WORK TO COMPLETE: If a line in the records contains the string "grid", show that line.

+++ RECORDS TO USE +++

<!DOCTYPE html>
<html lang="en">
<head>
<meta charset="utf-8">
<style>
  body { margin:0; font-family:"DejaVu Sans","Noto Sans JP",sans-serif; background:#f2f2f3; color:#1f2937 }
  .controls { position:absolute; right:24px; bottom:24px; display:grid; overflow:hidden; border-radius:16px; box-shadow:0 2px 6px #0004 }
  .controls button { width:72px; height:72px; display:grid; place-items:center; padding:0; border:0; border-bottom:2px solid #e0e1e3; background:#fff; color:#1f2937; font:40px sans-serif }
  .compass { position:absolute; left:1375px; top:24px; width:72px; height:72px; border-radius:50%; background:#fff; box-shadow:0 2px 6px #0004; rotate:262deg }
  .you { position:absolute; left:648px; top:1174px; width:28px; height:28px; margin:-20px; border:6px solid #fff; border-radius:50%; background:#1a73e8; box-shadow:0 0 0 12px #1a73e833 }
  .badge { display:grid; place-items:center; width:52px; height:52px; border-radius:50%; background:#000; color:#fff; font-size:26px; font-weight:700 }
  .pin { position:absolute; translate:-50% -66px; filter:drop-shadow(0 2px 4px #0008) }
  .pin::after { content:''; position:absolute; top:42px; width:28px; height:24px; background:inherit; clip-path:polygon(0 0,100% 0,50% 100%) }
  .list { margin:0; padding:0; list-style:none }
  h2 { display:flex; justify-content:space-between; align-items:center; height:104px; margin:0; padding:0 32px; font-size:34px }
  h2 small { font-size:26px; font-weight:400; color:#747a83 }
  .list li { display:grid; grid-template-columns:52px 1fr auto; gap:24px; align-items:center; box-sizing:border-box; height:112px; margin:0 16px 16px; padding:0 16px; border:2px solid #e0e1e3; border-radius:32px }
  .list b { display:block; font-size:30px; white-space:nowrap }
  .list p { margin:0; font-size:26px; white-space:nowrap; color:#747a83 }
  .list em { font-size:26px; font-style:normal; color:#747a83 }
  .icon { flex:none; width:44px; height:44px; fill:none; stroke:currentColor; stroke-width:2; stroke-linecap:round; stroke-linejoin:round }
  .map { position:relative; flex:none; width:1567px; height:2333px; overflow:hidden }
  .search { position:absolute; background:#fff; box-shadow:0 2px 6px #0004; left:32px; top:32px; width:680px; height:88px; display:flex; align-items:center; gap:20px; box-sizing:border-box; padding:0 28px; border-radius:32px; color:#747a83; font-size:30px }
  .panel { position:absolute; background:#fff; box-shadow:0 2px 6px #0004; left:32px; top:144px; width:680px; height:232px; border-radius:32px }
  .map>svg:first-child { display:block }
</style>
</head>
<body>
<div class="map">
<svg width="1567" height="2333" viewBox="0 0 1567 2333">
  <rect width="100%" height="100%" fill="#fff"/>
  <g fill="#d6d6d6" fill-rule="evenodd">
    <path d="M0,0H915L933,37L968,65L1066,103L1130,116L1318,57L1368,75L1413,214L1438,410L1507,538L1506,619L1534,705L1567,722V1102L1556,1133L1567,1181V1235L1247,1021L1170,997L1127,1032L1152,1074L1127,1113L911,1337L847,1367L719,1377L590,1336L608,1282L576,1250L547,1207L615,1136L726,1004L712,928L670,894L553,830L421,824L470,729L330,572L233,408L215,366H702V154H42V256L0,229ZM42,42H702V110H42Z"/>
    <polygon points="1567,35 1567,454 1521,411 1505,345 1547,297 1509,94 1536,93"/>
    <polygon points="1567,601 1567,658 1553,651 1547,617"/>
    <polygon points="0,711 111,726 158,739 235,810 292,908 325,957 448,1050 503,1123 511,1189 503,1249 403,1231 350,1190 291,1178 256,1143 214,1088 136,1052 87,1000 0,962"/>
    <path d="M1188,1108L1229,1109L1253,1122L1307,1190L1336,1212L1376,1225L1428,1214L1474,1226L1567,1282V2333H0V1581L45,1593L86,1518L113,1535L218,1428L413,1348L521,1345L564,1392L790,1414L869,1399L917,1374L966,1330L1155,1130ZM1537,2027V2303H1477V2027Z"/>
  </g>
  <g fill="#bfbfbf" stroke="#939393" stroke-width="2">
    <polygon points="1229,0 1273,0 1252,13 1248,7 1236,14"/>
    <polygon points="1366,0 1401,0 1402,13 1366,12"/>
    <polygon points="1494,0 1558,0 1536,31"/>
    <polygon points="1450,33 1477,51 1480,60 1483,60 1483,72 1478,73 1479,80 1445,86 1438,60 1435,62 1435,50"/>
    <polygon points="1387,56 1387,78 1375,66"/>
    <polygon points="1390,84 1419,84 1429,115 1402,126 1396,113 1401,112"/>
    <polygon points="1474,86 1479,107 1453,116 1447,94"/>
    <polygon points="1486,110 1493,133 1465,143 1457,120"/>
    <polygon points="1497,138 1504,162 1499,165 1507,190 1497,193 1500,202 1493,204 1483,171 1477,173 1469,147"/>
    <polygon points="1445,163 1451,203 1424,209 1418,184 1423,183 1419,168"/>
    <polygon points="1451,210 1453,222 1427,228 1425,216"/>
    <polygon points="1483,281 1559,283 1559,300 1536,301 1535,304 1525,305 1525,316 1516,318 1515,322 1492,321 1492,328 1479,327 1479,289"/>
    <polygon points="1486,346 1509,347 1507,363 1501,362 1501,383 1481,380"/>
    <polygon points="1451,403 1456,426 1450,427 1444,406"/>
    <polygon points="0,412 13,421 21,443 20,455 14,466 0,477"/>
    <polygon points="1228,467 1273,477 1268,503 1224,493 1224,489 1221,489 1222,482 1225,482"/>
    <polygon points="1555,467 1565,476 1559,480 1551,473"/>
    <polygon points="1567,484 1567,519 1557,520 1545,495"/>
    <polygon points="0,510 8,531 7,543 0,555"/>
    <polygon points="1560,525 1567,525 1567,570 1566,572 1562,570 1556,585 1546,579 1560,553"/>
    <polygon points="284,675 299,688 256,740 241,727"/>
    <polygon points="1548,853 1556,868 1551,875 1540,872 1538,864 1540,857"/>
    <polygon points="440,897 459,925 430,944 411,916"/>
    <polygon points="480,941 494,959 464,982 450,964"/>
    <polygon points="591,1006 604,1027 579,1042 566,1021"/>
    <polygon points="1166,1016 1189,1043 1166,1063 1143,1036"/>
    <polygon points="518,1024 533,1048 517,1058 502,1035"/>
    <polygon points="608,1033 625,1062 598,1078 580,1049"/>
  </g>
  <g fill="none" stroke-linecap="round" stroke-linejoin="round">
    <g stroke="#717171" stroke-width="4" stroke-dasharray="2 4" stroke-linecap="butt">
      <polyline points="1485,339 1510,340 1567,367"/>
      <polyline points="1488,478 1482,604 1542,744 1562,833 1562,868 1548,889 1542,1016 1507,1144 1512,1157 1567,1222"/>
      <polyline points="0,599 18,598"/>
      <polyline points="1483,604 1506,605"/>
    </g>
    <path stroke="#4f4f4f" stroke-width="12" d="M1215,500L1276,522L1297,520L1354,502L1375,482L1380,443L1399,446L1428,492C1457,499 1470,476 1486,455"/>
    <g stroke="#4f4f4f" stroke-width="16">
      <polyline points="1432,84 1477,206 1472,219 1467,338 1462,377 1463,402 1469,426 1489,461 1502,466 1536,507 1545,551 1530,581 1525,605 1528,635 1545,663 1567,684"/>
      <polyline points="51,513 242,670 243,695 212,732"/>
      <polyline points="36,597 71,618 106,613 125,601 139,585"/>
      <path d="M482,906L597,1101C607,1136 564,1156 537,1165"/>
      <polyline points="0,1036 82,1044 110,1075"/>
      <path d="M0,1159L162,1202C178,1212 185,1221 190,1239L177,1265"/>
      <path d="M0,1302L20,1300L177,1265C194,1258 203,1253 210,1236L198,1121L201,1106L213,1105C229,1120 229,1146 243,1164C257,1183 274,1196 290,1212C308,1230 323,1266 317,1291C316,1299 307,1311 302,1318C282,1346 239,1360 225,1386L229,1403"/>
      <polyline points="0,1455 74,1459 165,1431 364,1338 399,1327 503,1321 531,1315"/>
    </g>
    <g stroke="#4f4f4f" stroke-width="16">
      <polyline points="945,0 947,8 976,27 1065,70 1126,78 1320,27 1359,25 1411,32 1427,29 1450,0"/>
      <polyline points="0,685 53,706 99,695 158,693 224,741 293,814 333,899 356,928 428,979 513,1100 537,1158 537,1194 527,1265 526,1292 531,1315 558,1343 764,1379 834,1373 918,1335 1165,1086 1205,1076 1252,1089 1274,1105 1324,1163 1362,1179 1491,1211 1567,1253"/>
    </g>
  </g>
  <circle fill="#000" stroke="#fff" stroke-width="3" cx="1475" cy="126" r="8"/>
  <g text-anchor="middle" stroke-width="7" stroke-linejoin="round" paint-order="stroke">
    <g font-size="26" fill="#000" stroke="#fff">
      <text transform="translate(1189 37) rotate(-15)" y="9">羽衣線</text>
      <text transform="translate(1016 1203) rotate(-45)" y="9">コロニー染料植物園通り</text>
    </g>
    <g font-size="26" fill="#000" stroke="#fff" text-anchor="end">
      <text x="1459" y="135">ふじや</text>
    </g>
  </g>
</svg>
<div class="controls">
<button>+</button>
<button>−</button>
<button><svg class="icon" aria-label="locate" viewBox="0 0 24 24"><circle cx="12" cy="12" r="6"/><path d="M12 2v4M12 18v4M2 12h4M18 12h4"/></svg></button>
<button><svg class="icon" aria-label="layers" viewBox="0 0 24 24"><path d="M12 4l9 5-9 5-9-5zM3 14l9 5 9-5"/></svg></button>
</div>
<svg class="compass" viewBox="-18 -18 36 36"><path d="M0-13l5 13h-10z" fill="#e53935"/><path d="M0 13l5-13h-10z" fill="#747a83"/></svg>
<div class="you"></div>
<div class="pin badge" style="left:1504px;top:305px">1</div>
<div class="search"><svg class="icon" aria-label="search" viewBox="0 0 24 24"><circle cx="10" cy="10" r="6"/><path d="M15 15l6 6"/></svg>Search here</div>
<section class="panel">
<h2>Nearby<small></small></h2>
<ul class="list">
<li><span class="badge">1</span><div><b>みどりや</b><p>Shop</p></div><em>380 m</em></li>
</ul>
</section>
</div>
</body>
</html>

+++

TASK ANSWER:
  .controls { position:absolute; right:24px; bottom:24px; display:grid; overflow:hidden; border-radius:16px; box-shadow:0 2px 6px #0004 }
  .controls button { width:72px; height:72px; display:grid; place-items:center; padding:0; border:0; border-bottom:2px solid #e0e1e3; background:#fff; color:#1f2937; font:40px sans-serif }
  .badge { display:grid; place-items:center; width:52px; height:52px; border-radius:50%; background:#000; color:#fff; font-size:26px; font-weight:700 }
  .list li { display:grid; grid-template-columns:52px 1fr auto; gap:24px; align-items:center; box-sizing:border-box; height:112px; margin:0 16px 16px; padding:0 16px; border:2px solid #e0e1e3; border-radius:32px }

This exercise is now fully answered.